Le maire LFI de Saint-Denis, Bally Bagayoko, appelle à revoir l’approche de la rénovation urbaine dans les quartiers populaires. Lors de la Journée nationale de l’Anru, organisée jeudi 17 septembre à Saint-Denis, il a plaidé pour que les habitants prennent une place plus importante dans la transformation de leur quartier et pour que « l’humain au coeur des projets urbains » soit davantage pris en compte.
« Les habitants ne doivent plus être considérés comme de simples bénéficiaires des politiques publiques, ils doivent en être des acteurs », a-t-il déclaré.
La Seine-Saint-Denis concentre 16 % des crédits de l’Anru
La Seine-Saint-Denis concentre 16 % des crédits distribués par l’Agence nationale pour la rénovation urbaine (Anru), selon la préfecture.
« L’Etablissement public territorial de Plaine Commune est l'un des plus grands NPNRU (Nouveau programme national de renouvellement urbain, ndlr) de France, (...) 2,6 milliards d'investissements et plus de 200 000 habitants concernés, soit près d'un tiers de notre population », a rappelé Bally Bagayoko, également président de Plaine Commune.
La perspective d’une nouvelle phase de renouvellement urbain se précise. Annoncée en avril par le Premier ministre Sébastien Lecornu, la troisième génération de programmes doit couvrir la période 2026-2040. Adopté en première lecture par le Sénat le 8 juillet, le projet de loi a été transmis à l’Assemblée nationale.
Évoquant les limites parfois formulées à l’égard des programmes de l’Anru, le maire de Saint-Denis a souligné l’urgence de la situation pour les habitants des quartiers concernés : « Les habitants de nos quartiers n'ont pas de temps à perdre », a-t-il déclaré.
L’élu a ensuite précisé sa conception de la transformation urbaine : « Transformer un quartier, ce n'est pas déplacer les gens. Transformer, c'est protéger, accompagner, donner des droits, replacer l'humain au coeur des projets urbains ».
« La démolition n'est pas une fin en soi »
Le maire de Saint-Denis a également plaidé pour que les opérations de rénovation urbaine ne conduisent pas à l’exclusion des habitants les plus modestes. « Une République forte (...) n'organise pas la sortie des plus mauvais de notre territoire. Par conséquent, la démolition n'est pas une fin en soi », a-t-il déclaré. Il a aussi appelé à « partir des usages concrets des habitants » et à agir « contre la gentrification », un thème déjà présent dans sa campagne aux municipales.
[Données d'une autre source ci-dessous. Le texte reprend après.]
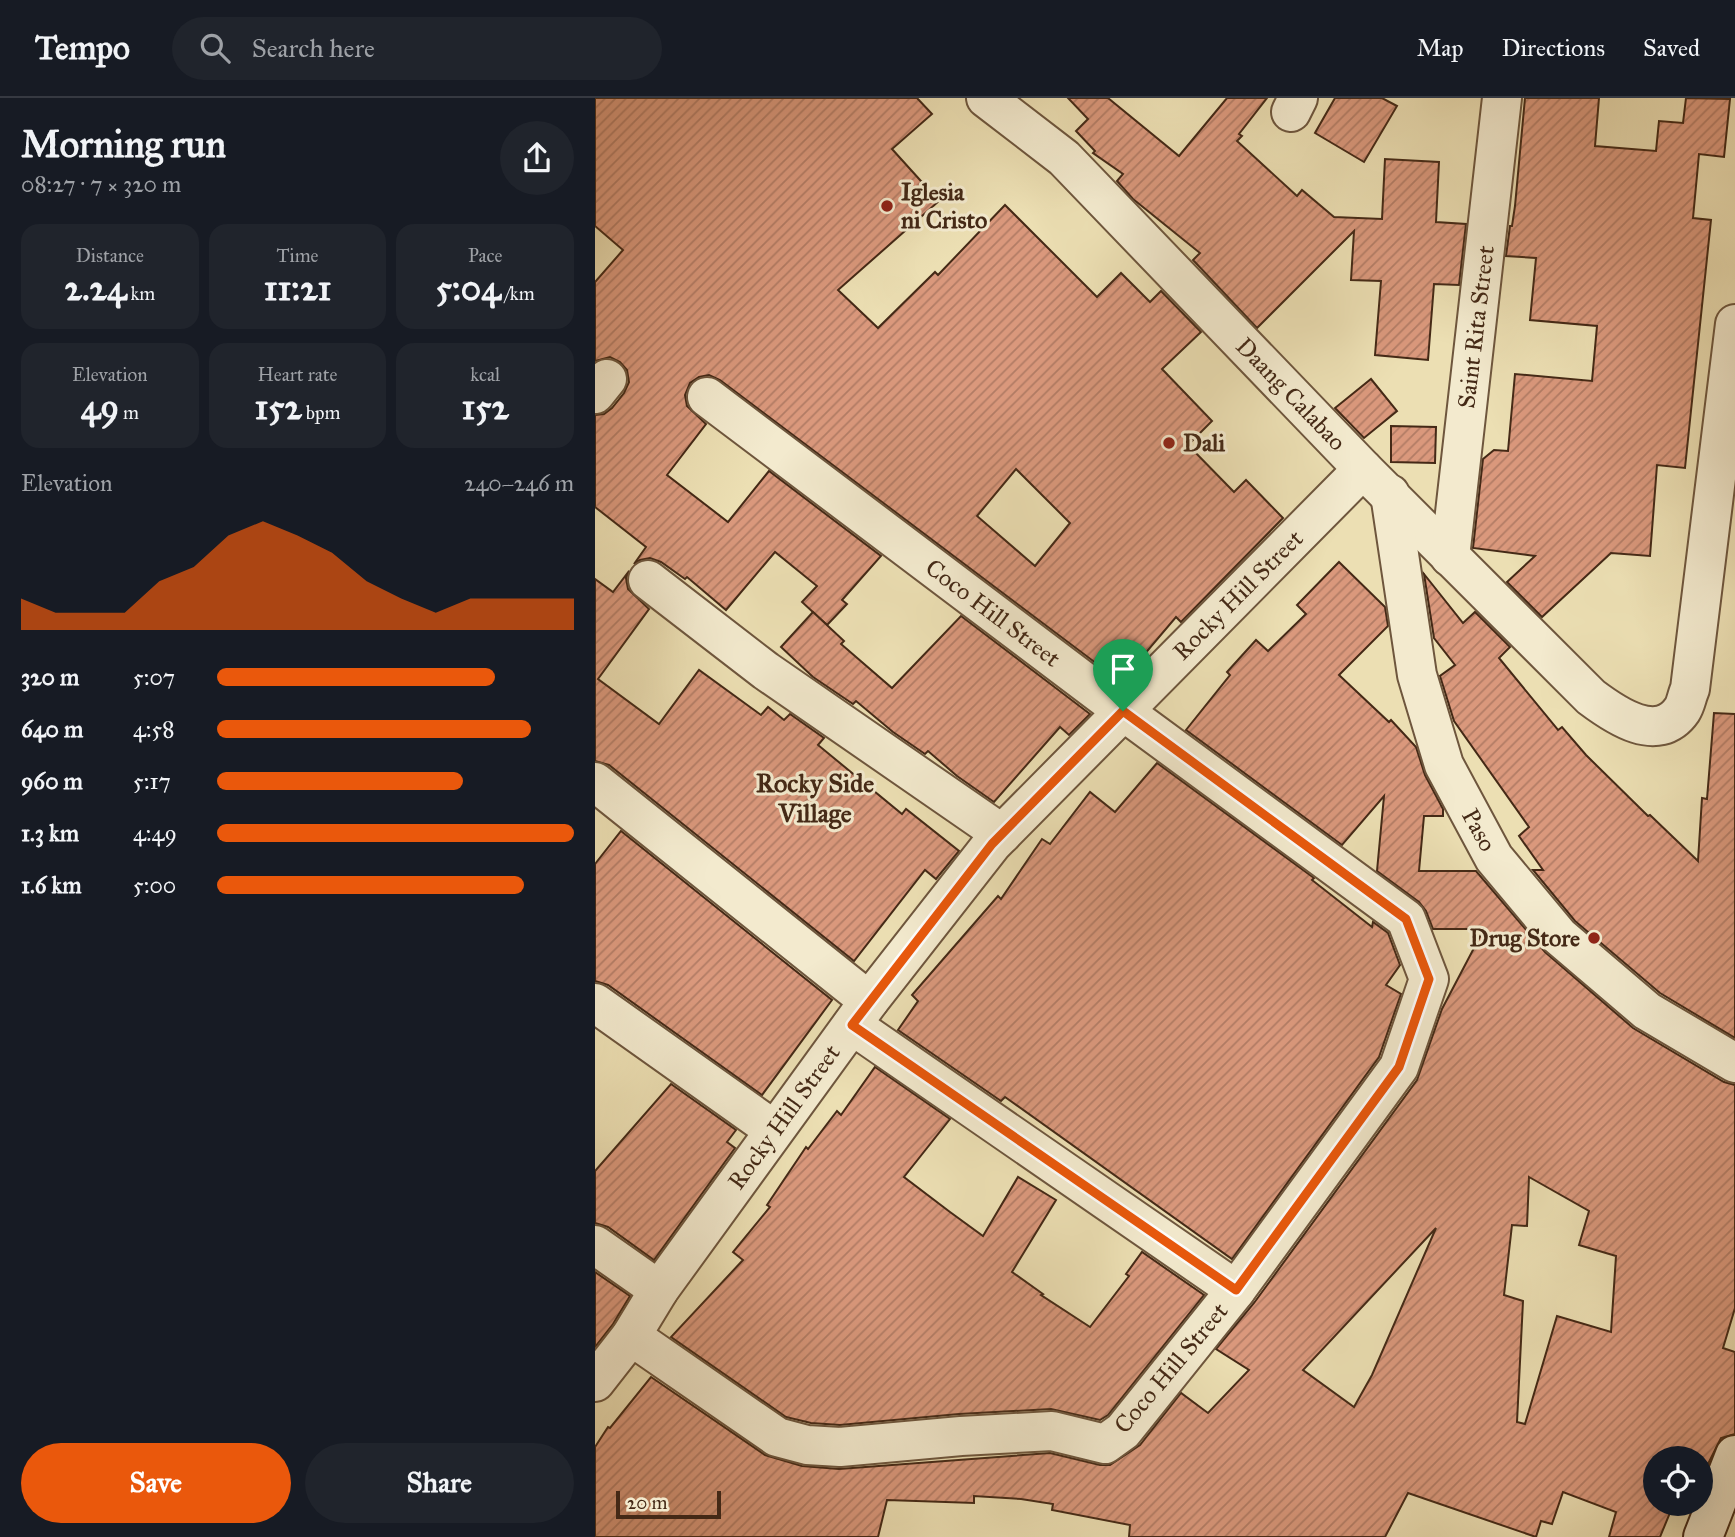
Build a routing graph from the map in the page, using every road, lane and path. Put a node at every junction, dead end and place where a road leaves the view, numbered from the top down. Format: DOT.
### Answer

Bally Bagayoko a par ailleurs évoqué la situation sociale dans les quartiers concernés, avec un taux de pauvreté allant « jusqu'à 40 % dans les quartiers de la politique de la ville » en 2026.
« Neuf ou rénové, par conséquent, le logement doit être accessible », a-t-il déclaré.
Les difficultés rencontrées dans les quartiers de la politique de la ville dépassent la seule question du logement. D’après l’Observatoire national de la politique de la ville (ONPV), le taux de pauvreté y est trois fois supérieur. Ces territoires sont également confrontés à une moindre présence médicale, à une exposition accrue aux pollutions atmosphérique et sonore ainsi qu’au phénomène d’îlots de chaleur urbains rendant encore plus difficiles à supporter les épisodes de canicule.